All this is old stuff; now we're thinking about enriched profunctors between enriched categories.

A $$\mathbf{Bool}$$-enriched profunctor between $$\mathbf{Bool}$$-enriched categories also called a feasibility relation between preorders, and we can draw one like this:

What's a $$\mathbf{Cost}$$-enriched profunctor between $$\mathbf{Cost}$$-enriched categories? It should be no surprise that we can draw one like this:

You can think of $$C$$ and $$D$$ as countries with toll roads between the different cities; then an enriched profunctor $$\Phi : C \nrightarrow D$$ gives us the cost of getting from any city $$c \in C$$ to any city $$d \in D$$. This cost is $$\Phi(c,d) \in \mathbf{Cost}$$.

But to specify $$\Phi$$, it's enough to specify costs of flights from some cities in $$C$$ to some cities in $$D$$. That's why we just need to draw a few blue dashed edges labelled with costs. We can use this to work out the cost of going from any city $$c \in C$$ to any city $$d \in D$$. I hope you can guess how!

Puzzle 182. What's $$\Phi(E,a)$$?

Puzzle 183. What's $$\Phi(W,c)$$?

Puzzle 184. What's $$\Phi(E,c)$$?

Here's a much more challenging puzzle:

Puzzle 185. In general, a $$\mathbf{Cost}$$-enriched profunctor $$\Phi : C \nrightarrow D$$ is defined to be a $$\mathbf{Cost}$$-enriched functor

[ \Phi : C^{\text{op}} \times D \to \mathbf{Cost} ]

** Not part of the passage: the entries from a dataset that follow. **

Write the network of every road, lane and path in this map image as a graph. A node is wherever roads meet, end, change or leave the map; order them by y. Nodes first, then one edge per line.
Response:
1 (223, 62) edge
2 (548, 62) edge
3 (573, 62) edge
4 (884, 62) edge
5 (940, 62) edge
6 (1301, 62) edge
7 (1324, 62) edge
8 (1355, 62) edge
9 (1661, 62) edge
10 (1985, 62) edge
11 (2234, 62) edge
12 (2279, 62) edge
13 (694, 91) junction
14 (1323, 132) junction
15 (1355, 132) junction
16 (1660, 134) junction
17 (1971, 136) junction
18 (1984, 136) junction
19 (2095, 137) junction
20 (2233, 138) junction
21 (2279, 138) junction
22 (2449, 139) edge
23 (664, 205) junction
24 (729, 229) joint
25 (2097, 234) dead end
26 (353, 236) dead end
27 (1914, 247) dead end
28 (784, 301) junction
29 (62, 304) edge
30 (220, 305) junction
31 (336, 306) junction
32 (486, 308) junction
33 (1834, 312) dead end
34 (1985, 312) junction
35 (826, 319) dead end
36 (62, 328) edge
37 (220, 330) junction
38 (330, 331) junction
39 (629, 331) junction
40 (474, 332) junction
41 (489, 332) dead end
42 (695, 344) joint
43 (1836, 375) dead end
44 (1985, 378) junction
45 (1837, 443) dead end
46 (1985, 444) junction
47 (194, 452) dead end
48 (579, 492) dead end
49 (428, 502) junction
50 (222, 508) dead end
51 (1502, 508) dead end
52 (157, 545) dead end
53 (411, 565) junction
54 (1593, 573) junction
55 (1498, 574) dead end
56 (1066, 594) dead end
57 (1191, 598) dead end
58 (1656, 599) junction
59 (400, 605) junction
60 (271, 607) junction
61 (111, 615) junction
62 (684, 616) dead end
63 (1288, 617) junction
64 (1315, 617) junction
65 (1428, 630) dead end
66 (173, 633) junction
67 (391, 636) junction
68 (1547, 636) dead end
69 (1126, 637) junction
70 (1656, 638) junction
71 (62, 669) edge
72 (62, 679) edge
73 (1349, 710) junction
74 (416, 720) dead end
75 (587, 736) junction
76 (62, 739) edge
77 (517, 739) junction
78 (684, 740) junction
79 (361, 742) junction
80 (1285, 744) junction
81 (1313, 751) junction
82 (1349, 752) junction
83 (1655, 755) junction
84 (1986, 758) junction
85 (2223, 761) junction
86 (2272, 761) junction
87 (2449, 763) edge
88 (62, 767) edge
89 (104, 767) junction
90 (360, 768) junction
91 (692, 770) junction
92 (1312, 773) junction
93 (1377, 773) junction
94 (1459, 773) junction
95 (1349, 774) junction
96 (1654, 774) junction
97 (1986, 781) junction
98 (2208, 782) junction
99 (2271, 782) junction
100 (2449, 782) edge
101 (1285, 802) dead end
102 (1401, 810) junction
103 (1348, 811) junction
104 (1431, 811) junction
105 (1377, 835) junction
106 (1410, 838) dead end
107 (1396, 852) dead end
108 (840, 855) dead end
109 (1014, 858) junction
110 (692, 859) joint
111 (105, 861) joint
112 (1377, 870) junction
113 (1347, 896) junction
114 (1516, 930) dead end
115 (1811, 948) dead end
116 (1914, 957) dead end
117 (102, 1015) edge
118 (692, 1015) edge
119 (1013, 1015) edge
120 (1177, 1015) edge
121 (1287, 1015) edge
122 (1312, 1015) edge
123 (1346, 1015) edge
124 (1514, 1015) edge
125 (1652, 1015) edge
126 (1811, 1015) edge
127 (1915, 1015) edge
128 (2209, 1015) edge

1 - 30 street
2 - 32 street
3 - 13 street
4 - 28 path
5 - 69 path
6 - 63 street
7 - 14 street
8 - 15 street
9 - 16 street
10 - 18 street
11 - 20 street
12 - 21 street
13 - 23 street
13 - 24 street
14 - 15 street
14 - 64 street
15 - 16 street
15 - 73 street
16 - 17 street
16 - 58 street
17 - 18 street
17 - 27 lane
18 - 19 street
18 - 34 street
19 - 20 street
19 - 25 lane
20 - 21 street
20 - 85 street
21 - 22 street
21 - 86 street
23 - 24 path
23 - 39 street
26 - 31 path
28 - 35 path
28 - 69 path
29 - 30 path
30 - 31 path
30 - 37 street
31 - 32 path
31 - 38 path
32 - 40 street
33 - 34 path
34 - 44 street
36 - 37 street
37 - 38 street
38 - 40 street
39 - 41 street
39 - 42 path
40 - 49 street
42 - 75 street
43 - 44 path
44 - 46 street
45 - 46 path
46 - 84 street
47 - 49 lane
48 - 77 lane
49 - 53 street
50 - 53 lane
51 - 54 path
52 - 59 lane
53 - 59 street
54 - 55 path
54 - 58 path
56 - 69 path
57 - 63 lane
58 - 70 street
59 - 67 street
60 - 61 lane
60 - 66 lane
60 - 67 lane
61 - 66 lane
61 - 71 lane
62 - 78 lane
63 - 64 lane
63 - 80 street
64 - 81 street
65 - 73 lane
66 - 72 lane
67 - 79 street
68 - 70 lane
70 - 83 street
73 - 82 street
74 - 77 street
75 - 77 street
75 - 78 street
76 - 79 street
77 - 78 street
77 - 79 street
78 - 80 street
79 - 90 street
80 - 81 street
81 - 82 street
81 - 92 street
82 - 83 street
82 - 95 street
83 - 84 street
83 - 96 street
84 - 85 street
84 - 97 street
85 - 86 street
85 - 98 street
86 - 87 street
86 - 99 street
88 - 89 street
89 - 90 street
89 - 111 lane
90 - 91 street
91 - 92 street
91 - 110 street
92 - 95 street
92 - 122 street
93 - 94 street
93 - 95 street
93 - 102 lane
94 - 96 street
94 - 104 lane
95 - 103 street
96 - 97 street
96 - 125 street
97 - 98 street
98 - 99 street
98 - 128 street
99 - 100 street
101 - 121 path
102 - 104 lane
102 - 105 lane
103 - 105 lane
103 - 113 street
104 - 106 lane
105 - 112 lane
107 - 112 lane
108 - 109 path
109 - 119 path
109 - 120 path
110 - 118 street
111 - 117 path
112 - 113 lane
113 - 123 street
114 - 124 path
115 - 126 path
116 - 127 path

This is a function that assigns to any $$c \in C$$ and $$d \in D$$ a cost $$\Phi(c,d)$$. However, for this to be a $$\mathbf{Cost}$$-enriched functor we need to make $$\mathbf{Cost}$$ into a $$\mathbf{Cost}$$-enriched category! We do this by saying that $$\mathbf{Cost}(x,y)$$ equals $$y - x$$ if $$y \ge x$$, and $$0$$ otherwise. We must also make $$C^{\text{op}} \times D$$ into a $$\mathbf{Cost}$$-enriched category, which I'll let you figure out to do. Then $$\Phi$$ must obey some rules to be a $$\mathbf{Cost}$$-enriched functor. What are these rules? What do they mean concretely in terms of trips between cities?

And here are some easier ones:

Puzzle 186. Are the graphs we used above to describe the preorders $$A$$ and $$B$$ Hasse diagrams? Why or why not?

Puzzle 187. I said that $$\infty$$ plays the same role in $$\textbf{Cost}$$ that $$\text{false}$$ does in $$\textbf{Bool}$$. What exactly is this role?

By the way, people often say $$\mathcal{V}$$-category to mean $$\mathcal{V}$$-enriched category, and $$\mathcal{V}$$-functor to mean $$\mathcal{V}$$-enriched functor, and $$\mathcal{V}$$-profunctor to mean $$\mathcal{V}$$-enriched profunctor. This helps you talk faster and do more math per hour.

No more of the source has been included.